Keydata owner pledges to fight FCA after £75m fine
The bitter wrangle between the Financial Conduct Authority (FCA) and Keydata reached boiling point yesterday as both sides promised legal action to decide the long-running dispute.
The financial regulator announced it is seeking record fines against three former managers of the investment service, claiming the company mis-sold complex products known as “death bonds” to consumers.
The watchdog has fined former chief executive Stewart Ford £75m, former sales director Mark Owen £4m and former compliance officer Peter Johnson £200,000, and wants to ban them from working in the regulated financial services industry in the future.
However all three men have appealed the FCA’s proposed fines to the Upper Tribunal that hears appeals from regulatory decisions.
And yesterday Stewart Ford said he is seeking £650m damages from the FCA as well as from auditor PwC.
In a statement, Ford said: “The basis of the claim is that, prior to its abolition, the failed financial regulator, formerly known as the Financial Services Authority (FSA) knowingly exceeded its statutory authority in order to bring down Keydata as a blatant attempt to prove it could be effective after its disastrous handling of bank regulation in the lead-up to the 2008/9 financial crisis.”
Yesterday Ford told City A.M.: “These people have pulled the tiger’s tail and now that tiger is going to bite them.”

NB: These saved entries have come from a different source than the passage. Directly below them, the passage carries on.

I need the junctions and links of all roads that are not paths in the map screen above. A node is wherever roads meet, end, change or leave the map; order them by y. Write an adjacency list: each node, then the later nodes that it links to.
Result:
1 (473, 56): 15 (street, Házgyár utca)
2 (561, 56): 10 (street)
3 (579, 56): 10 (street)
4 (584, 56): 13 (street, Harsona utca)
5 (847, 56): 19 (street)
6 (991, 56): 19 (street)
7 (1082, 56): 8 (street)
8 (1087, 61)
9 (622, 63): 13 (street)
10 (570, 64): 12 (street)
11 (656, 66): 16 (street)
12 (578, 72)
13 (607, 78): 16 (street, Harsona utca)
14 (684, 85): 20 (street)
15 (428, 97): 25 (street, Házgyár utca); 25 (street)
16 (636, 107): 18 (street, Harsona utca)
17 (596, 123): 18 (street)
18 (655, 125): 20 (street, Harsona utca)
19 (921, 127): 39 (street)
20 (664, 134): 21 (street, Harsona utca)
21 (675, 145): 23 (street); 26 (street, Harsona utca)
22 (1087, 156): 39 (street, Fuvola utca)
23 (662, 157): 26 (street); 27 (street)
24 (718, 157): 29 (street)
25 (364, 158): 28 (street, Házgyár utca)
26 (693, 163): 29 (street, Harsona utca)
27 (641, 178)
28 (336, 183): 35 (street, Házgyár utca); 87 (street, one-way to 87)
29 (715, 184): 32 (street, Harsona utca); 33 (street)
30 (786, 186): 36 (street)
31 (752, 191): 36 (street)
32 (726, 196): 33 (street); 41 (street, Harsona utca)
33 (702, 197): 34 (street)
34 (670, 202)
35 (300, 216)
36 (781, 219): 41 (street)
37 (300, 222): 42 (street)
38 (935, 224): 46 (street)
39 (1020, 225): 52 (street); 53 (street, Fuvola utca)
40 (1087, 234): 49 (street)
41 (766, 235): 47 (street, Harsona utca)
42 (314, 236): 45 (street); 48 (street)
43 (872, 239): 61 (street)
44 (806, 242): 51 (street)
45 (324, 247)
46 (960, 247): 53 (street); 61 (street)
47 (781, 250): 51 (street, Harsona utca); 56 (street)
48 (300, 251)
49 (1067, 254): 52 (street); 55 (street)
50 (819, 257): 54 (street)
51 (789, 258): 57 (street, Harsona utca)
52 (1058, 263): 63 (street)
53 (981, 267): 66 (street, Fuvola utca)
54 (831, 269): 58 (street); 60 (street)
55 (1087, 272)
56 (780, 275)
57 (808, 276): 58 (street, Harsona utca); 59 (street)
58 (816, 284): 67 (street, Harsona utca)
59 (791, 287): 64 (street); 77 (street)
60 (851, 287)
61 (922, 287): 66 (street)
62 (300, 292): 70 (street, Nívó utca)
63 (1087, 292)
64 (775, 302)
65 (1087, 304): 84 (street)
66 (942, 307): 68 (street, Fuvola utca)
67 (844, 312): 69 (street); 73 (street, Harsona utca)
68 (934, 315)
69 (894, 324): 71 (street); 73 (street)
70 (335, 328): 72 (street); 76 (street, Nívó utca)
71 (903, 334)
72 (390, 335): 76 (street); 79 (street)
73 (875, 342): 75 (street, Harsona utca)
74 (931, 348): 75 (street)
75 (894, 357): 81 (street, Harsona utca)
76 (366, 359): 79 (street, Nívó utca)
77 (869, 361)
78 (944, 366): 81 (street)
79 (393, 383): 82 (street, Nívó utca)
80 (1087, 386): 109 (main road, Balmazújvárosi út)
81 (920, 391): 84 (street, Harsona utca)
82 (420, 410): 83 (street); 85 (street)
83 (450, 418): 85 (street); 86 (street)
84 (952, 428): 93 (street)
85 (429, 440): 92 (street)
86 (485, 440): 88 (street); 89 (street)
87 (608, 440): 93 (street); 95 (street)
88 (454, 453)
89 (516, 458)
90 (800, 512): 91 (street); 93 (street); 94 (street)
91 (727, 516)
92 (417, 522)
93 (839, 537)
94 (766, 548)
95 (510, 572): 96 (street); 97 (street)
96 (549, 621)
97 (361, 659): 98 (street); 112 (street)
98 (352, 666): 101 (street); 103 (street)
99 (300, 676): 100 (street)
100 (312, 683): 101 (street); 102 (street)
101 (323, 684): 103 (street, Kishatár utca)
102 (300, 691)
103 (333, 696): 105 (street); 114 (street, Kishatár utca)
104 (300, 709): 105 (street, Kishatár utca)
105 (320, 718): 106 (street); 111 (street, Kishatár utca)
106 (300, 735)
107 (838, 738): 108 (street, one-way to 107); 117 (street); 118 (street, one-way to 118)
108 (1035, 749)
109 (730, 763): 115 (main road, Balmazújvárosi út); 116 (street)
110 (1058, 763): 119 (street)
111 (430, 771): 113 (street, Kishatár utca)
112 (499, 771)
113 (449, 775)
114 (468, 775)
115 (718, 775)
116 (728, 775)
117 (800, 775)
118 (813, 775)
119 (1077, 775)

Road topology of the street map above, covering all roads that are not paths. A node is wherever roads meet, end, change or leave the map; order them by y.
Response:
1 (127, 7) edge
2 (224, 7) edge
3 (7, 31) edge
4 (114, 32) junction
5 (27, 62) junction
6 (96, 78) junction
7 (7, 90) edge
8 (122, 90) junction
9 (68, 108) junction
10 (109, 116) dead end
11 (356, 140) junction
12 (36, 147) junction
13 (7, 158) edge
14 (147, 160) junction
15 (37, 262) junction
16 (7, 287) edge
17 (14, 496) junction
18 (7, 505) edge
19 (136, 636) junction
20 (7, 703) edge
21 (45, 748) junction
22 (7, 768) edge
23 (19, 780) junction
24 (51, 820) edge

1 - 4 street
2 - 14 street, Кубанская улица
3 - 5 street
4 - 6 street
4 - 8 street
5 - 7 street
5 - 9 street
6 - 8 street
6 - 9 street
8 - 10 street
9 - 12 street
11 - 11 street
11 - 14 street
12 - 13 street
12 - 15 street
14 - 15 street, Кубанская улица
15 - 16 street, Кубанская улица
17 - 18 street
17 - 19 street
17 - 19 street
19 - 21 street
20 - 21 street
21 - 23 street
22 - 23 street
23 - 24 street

Keydata, which was marketed to retail investors via financial advisers, was declared insolvent in June 2009 in part due to the discovery that some of its plans, though marketed as eligible for ISA investments, did not hold ISA status. The FCA said the managers “failed to act with integrity and also misled the then Financial Services Authority (FSA) on a number of occasions in relation to the performance of the investment products”.